On p208 of Ebbinghaus' Mathematical Logic

Every Horn formula is a formula in conjunctive normal form, ..., every member of the conjunction has the form (PHI), (PH2) or (PH3):

(PH1) $$q$$

(PH2) $$(q_0 \land ... \land q_n \to q)$$

(PH3) $$(\neg q_0 \lor ... \lor \neg q_n).$$

Horn formulas of the form (PH1) or (PH2) are called positive, those of the form (PH3) negative.

Which is the definition of a Horn formula being positive:

• a formula in CNF, whose members are either PH1 or PH2? (My guess)
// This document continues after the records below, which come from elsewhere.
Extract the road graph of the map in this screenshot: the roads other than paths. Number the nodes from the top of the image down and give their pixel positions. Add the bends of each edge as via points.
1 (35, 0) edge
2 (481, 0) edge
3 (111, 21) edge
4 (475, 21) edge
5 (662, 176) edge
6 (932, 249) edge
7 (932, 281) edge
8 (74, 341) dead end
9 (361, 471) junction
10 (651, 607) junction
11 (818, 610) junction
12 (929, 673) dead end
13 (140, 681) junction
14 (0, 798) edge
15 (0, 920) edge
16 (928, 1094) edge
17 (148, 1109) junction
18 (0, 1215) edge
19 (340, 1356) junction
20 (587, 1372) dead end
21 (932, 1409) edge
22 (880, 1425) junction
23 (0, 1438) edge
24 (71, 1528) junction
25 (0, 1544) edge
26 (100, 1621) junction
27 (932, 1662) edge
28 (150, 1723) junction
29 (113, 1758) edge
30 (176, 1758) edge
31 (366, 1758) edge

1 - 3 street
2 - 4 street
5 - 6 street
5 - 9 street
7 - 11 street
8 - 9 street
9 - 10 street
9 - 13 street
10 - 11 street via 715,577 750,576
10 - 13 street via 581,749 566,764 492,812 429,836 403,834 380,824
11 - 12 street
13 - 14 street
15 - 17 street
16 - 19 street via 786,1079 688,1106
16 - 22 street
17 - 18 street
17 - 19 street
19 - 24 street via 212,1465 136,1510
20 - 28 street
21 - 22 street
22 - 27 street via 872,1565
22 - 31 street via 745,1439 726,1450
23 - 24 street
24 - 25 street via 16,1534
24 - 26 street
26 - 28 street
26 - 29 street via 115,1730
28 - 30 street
• a formula which is either PH1 or PH2? (By the last sentence in the quote) (My guess, after reading the remaining of p208 and p209)

Thanks.

• I would have guessed that a positive Horn formula was a Horn formula which is also a positive formula, which would mean that each conjunct has the form PH1, since PH2 and PH3 are not positive formulas. I seem to recall seeing "strict Horn formula" used for a Horn formula where each conjunct is PH1 or PH2 but I could be remembering wrong, that would have been in a bygone millennium.
– bof
Commented Sep 5, 2020 at 2:09
• I deleted my answer after realizing I had not properly read Ebbinghaus' definition and your question. The notion of positivity makes sense for Horn clauses, i.e. members of the conjunction, which is what I was elaborating on in my answer; but I have nowhere seen it applied, nor do I see how it can be applied according to this definition, to entire Horn formulas. Commented Sep 6, 2020 at 22:20

Compare with a different source: Horn Formulas.
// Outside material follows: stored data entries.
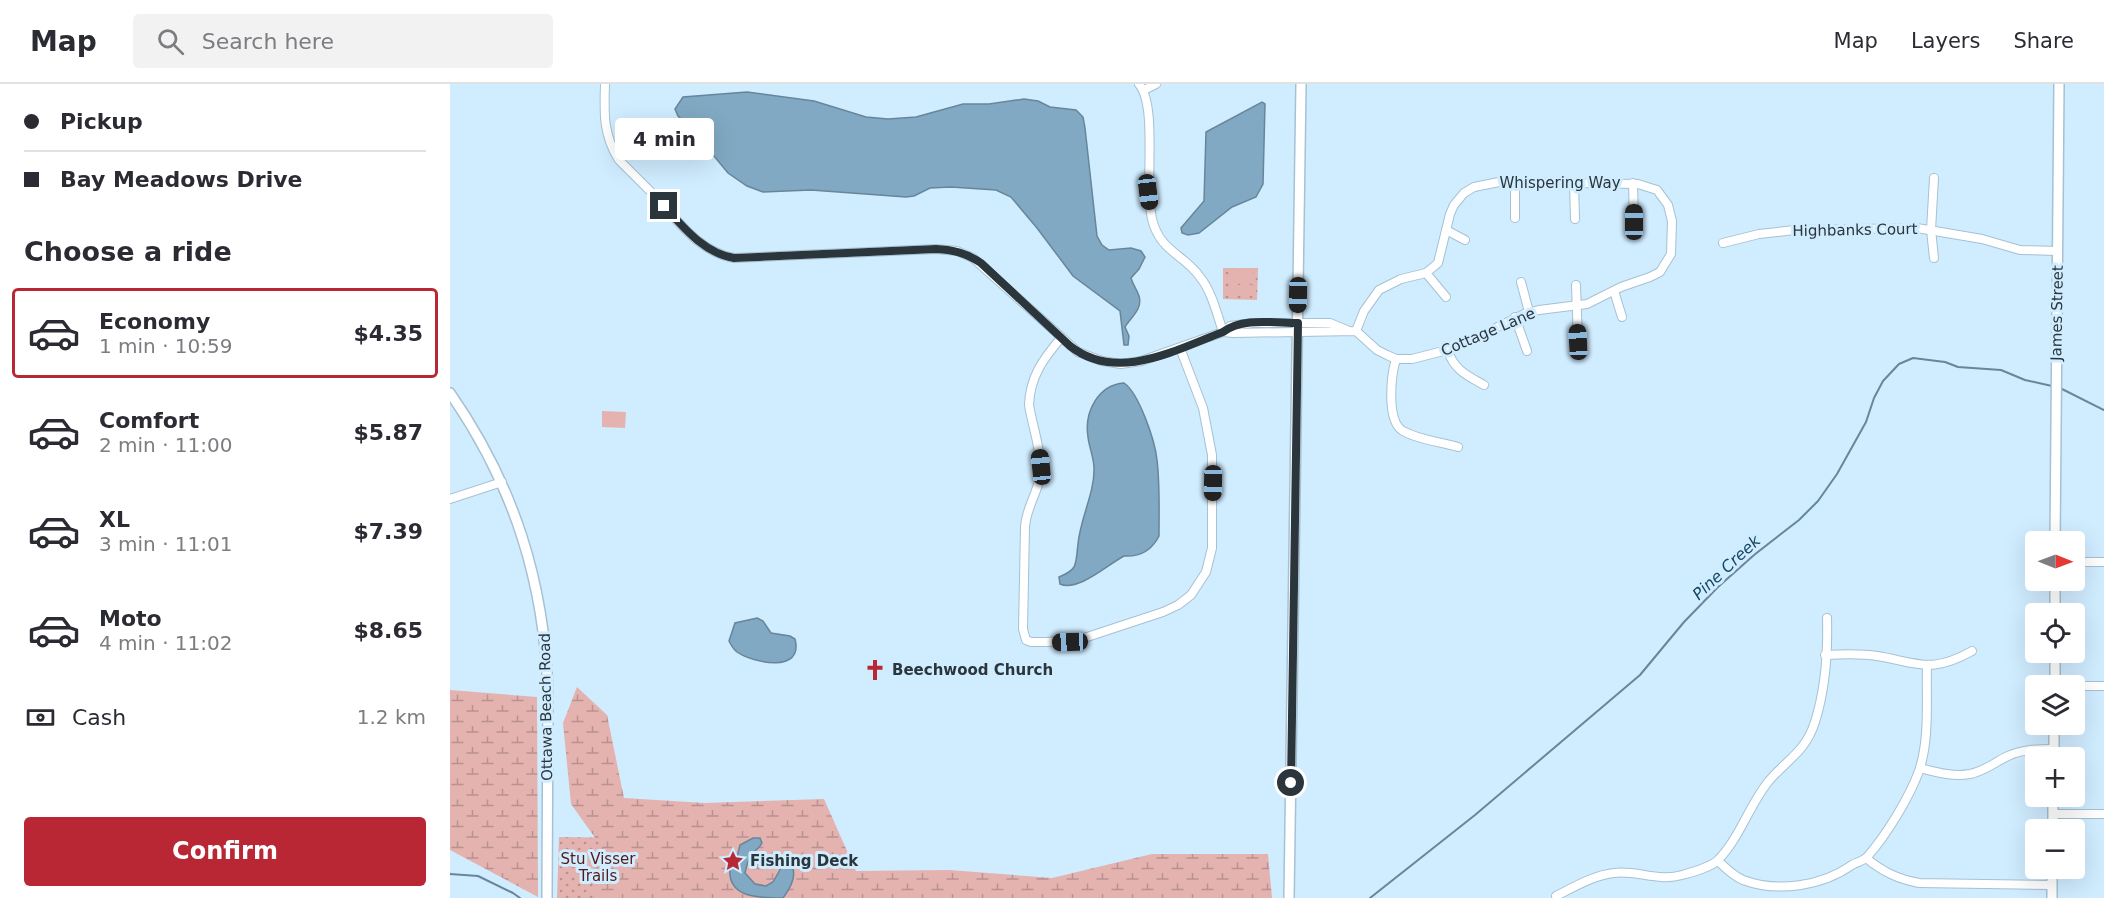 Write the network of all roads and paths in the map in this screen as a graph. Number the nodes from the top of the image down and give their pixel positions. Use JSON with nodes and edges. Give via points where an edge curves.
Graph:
{"nodes":[{"id":1,"x":605,"y":84,"type":"edge"},
{"id":2,"x":1156,"y":84,"type":"edge"},
{"id":3,"x":1301,"y":84,"type":"edge"},
{"id":4,"x":2059,"y":84,"type":"edge"},
{"id":5,"x":1141,"y":87,"type":"edge"},
{"id":6,"x":1934,"y":178,"type":"dead end"},
{"id":7,"x":1515,"y":182,"type":"junction"},
{"id":8,"x":1574,"y":183,"type":"junction"},
{"id":9,"x":1634,"y":183,"type":"junction"},
{"id":10,"x":1515,"y":218,"type":"dead end"},
{"id":11,"x":1575,"y":219,"type":"dead end"},
{"id":12,"x":1634,"y":222,"type":"dead end"},
{"id":13,"x":1446,"y":230,"type":"junction"},
{"id":14,"x":1672,"y":230,"type":"joint"},
{"id":15,"x":1931,"y":230,"type":"junction"},
{"id":16,"x":1465,"y":240,"type":"dead end"},
{"id":17,"x":1724,"y":243,"type":"dead end"},
{"id":18,"x":2058,"y":251,"type":"junction"},
{"id":19,"x":1934,"y":258,"type":"dead end"},
{"id":20,"x":1426,"y":273,"type":"junction"},
{"id":21,"x":1521,"y":282,"type":"dead end"},
{"id":22,"x":1576,"y":285,"type":"dead end"},
{"id":23,"x":1614,"y":291,"type":"junction"},
{"id":24,"x":1446,"y":297,"type":"dead end"},
{"id":25,"x":1576,"y":306,"type":"junction"},
{"id":26,"x":1528,"y":312,"type":"junction"},
{"id":27,"x":1515,"y":317,"type":"junction"},
{"id":28,"x":1622,"y":317,"type":"dead end"},
{"id":29,"x":1298,"y":328,"type":"junction"},
{"id":30,"x":1223,"y":332,"type":"junction"},
{"id":31,"x":1356,"y":332,"type":"junction"},
{"id":32,"x":1061,"y":338,"type":"junction"},
{"id":33,"x":1578,"y":342,"type":"dead end"},
{"id":34,"x":1180,"y":348,"type":"junction"},
{"id":35,"x":1448,"y":351,"type":"junction"},
{"id":36,"x":1527,"y":351,"type":"dead end"},
{"id":37,"x":1396,"y":359,"type":"junction"},
{"id":38,"x":1484,"y":385,"type":"dead end"},
{"id":39,"x":450,"y":393,"type":"edge"},
{"id":40,"x":1458,"y":447,"type":"dead end"},
{"id":41,"x":502,"y":482,"type":"junction"},
{"id":42,"x":450,"y":499,"type":"edge"},
{"id":43,"x":2055,"y":531,"type":"edge"},
{"id":44,"x":2085,"y":562,"type":"edge"},
{"id":45,"x":2104,"y":562,"type":"edge"},
{"id":46,"x":1827,"y":618,"type":"dead end"},
{"id":47,"x":1972,"y":651,"type":"dead end"},
{"id":48,"x":1825,"y":655,"type":"junction"},
{"id":49,"x":1927,"y":666,"type":"junction"},
{"id":50,"x":2085,"y":686,"type":"edge"},
{"id":51,"x":2104,"y":686,"type":"edge"},
{"id":52,"x":2025,"y":750,"type":"edge"},
{"id":53,"x":1920,"y":768,"type":"junction"},
{"id":54,"x":2053,"y":807,"type":"edge"},
{"id":55,"x":2053,"y":814,"type":"junction"},
{"id":56,"x":2104,"y":814,"type":"edge"},
{"id":57,"x":2053,"y":819,"type":"edge"},
{"id":58,"x":1866,"y":858,"type":"junction"},
{"id":59,"x":1718,"y":861,"type":"junction"},
{"id":60,"x":2052,"y":879,"type":"edge"},
{"id":61,"x":2052,"y":885,"type":"junction"},
{"id":62,"x":547,"y":896,"type":"edge"},
{"id":63,"x":1556,"y":897,"type":"edge"},
{"id":64,"x":1289,"y":898,"type":"edge"},
{"id":65,"x":2052,"y":898,"type":"edge"}],
"edges":[{"from":1,"to":32,"type":"street","via":[[606,134],[619,160],[709,250],[734,258],[957,250],[981,263]]},
{"from":2,"to":5,"type":"street"},
{"from":3,"to":29,"type":"street"},
{"from":4,"to":18,"type":"street","name":"James Street"},
{"from":5,"to":30,"type":"street","via":[[1149,105],[1148,192],[1152,218],[1168,249],[1201,278]]},
{"from":6,"to":15,"type":"street"},
{"from":7,"to":8,"type":"street","name":"Whispering Way"},
{"from":7,"to":10,"type":"street"},
{"from":7,"to":13,"type":"street","name":"Whispering Way","via":[[1488,183],[1469,190],[1454,205]]},
{"from":8,"to":9,"type":"street","name":"Whispering Way"},
{"from":8,"to":11,"type":"street"},
{"from":9,"to":12,"type":"street"},
{"from":9,"to":14,"type":"street","name":"Whispering Way","via":[[1653,187],[1665,198]]},
{"from":13,"to":16,"type":"street"},
{"from":13,"to":20,"type":"street","name":"Whispering Way","via":[[1438,263]]},
{"from":14,"to":23,"type":"street","name":"Cottage Lane","via":[[1671,254],[1660,272]]},
{"from":15,"to":17,"type":"street","name":"Highbanks Court","via":[[1795,230]]},
{"from":15,"to":18,"type":"street","name":"Highbanks Court","via":[[2020,250]]},
{"from":15,"to":19,"type":"street"},
{"from":18,"to":43,"type":"street","name":"James Street"},
{"from":20,"to":24,"type":"street"},
{"from":20,"to":31,"type":"street","via":[[1379,290]]},
{"from":21,"to":26,"type":"street"},
{"from":22,"to":25,"type":"street"},
{"from":23,"to":25,"type":"street","name":"Cottage Lane"},
{"from":23,"to":28,"type":"street"},
{"from":25,"to":26,"type":"street","name":"Cottage Lane"},
{"from":25,"to":33,"type":"street"},
{"from":26,"to":27,"type":"street","name":"Cottage Lane"},
{"from":27,"to":35,"type":"street","name":"Cottage Lane"},
{"from":27,"to":36,"type":"street"},
{"from":29,"to":30,"type":"street"},
{"from":29,"to":31,"type":"street"},
{"from":29,"to":64,"type":"street"},
{"from":30,"to":34,"type":"street"},
{"from":31,"to":37,"type":"street","via":[[1377,350]]},
{"from":32,"to":34,"type":"street","via":[[1091,358],[1121,364]]},
{"from":32,"to":34,"type":"street","via":[[1038,367],[1029,395],[1041,467],[1025,527],[1023,629],[1026,640],[1031,642],[1078,640],[1163,612],[1191,595],[1206,573],[1212,548],[1212,455],[1203,408]]},
{"from":35,"to":37,"type":"street","name":"Cottage Lane"},
{"from":35,"to":38,"type":"street","via":[[1459,370]]},
{"from":37,"to":40,"type":"street","via":[[1391,386],[1396,425],[1404,432]]},
{"from":39,"to":41,"type":"street","name":"Ottawa Beach Road"},
{"from":41,"to":42,"type":"street"},
{"from":41,"to":62,"type":"street","name":"Ottawa Beach Road","via":[[527,551],[545,631]]},
{"from":44,"to":45,"type":"street"},
{"from":46,"to":48,"type":"street"},
{"from":47,"to":49,"type":"street"},
{"from":48,"to":49,"type":"street","via":[[1874,655]]},
{"from":48,"to":59,"type":"street","via":[[1815,724],[1792,760],[1769,782]]},
{"from":49,"to":53,"type":"street","via":[[1926,733]]},
{"from":50,"to":51,"type":"street"},
{"from":52,"to":53,"type":"street","via":[[1969,774],[1951,775]]},
{"from":53,"to":58,"type":"street","via":[[1893,821]]},
{"from":54,"to":55,"type":"street"},
{"from":55,"to":56,"type":"street"},
{"from":55,"to":57,"type":"street"},
{"from":58,"to":59,"type":"street","via":[[1830,878],[1775,887],[1742,879]]},
{"from":58,"to":61,"type":"street","via":[[1899,879],[1919,883]]},
{"from":59,"to":63,"type":"street","via":[[1680,876],[1614,873],[1584,882]]},
{"from":60,"to":61,"type":"street"},
{"from":61,"to":65,"type":"street"}]}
Definition: A formula $$F$$ in CNF is a Horn formula if every disjunction in $$F$$ contains at most one positive literal.

A disjunction in a Horn formula can equivalently be viewed as an implication $$K \to B$$ where $$K$$ is a conjunction of atoms.
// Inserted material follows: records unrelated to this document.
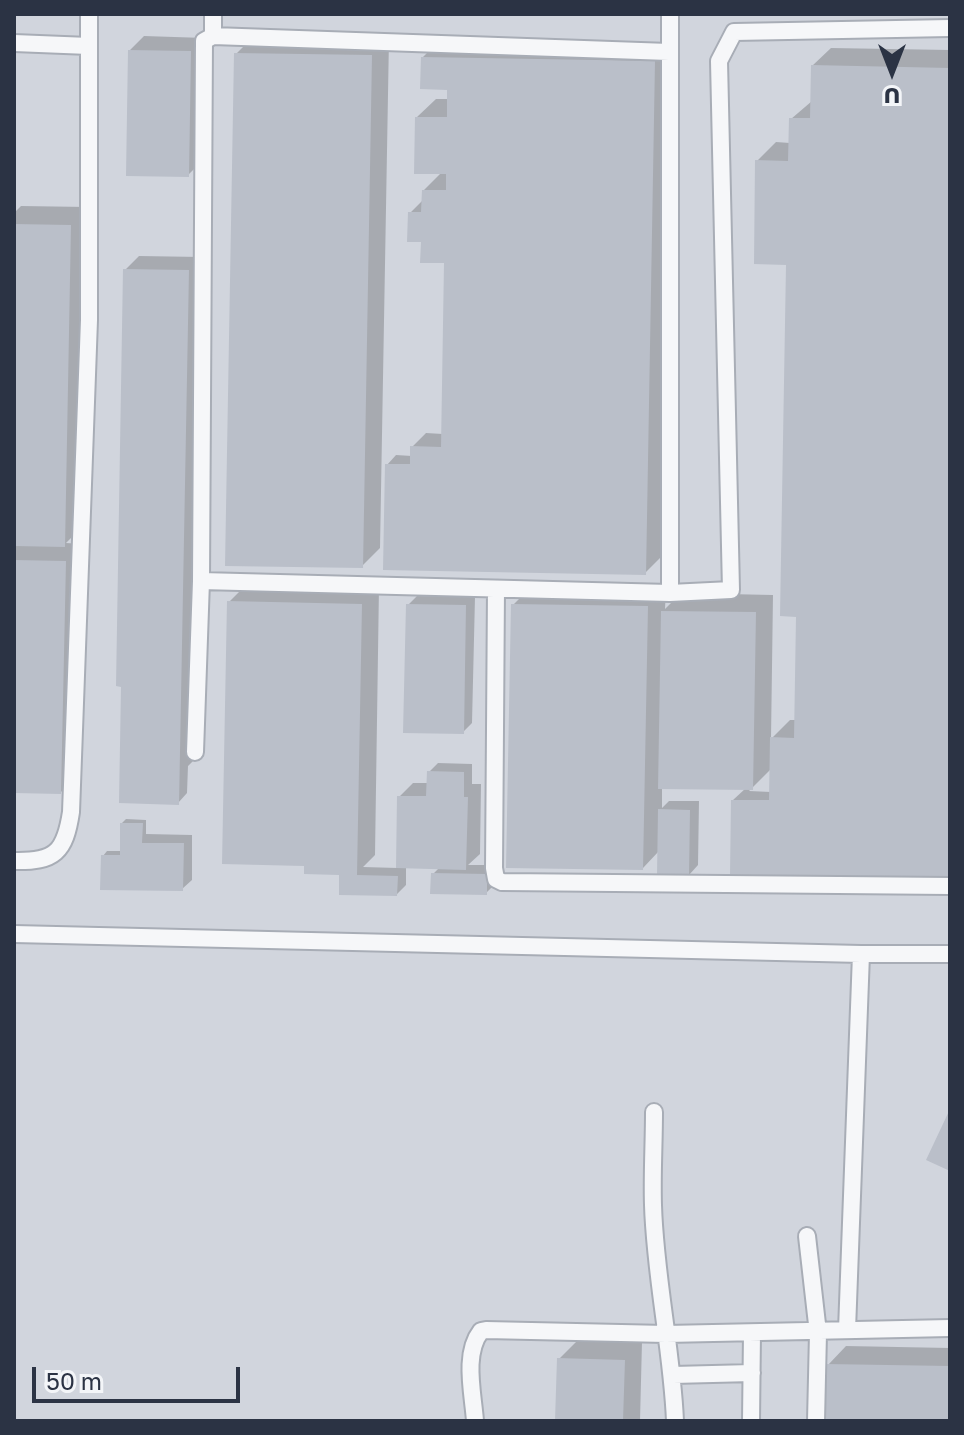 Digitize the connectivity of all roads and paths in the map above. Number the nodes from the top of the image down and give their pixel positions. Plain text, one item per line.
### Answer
1 (89, 14) edge
2 (213, 14) edge
3 (670, 14) edge
4 (950, 28) edge
5 (213, 36) junction
6 (14, 43) edge
7 (89, 46) junction
8 (669, 52) junction
9 (201, 581) junction
10 (496, 589) junction
11 (670, 593) junction
12 (195, 752) dead end
13 (14, 861) edge
14 (950, 886) edge
15 (14, 934) edge
16 (861, 954) junction
17 (950, 954) edge
18 (654, 1112) dead end
19 (807, 1236) dead end
20 (950, 1328) edge
21 (847, 1330) junction
22 (752, 1333) junction
23 (818, 1333) junction
24 (666, 1334) junction
25 (752, 1373) junction
26 (673, 1375) junction
27 (475, 1421) edge
28 (675, 1421) edge
29 (751, 1421) edge
30 (816, 1421) edge

1 - 7 lane
2 - 5 lane
3 - 8 lane
4 - 11 lane
5 - 8 lane
5 - 9 lane
6 - 7 lane
7 - 13 lane
8 - 11 lane
9 - 10 lane
9 - 12 lane
10 - 11 lane
10 - 14 lane
15 - 16 lane
16 - 17 lane
16 - 21 lane
18 - 24 lane
19 - 23 lane
20 - 21 lane
21 - 23 lane
22 - 23 lane
22 - 24 lane
22 - 25 lane
23 - 30 lane
24 - 26 lane
24 - 27 lane
25 - 26 lane
25 - 29 lane
26 - 28 lane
According to the above definition, (PH1), (PH2) and (PH3) are all examples of Horn formulas, because (PH2) : $$(q_0 \land \ldots \land q_n \to q)$$, when written in CNF, will be:

$$(\lnot q_0 \lor \ldots \lor \lnot q_n \lor q)$$

and we have only one (and thus: at most one) positive literal: $$q$$.

In conclusion, according to Ebbinghaus definition, an Horn formula is a formula:

$$(\lnot q_0 \lor \ldots \lor \lnot q_n \lor q) \land \ldots \land (\lnot r_0 \lor \ldots \lor \lnot r_m)$$

where $$n$$ can be $$0$$.

Why in the following discussion regarding the satisfiability algorithm for Horn formulas the author consider only the negative and positive ones ?

Simply because, being an Horn formula $$\alpha$$ a conjunction, it will be satisfiable iff every conjunct is, and thus the author consider equivalently the set $$\Delta$$ of members of the conjunction $$\alpha$$.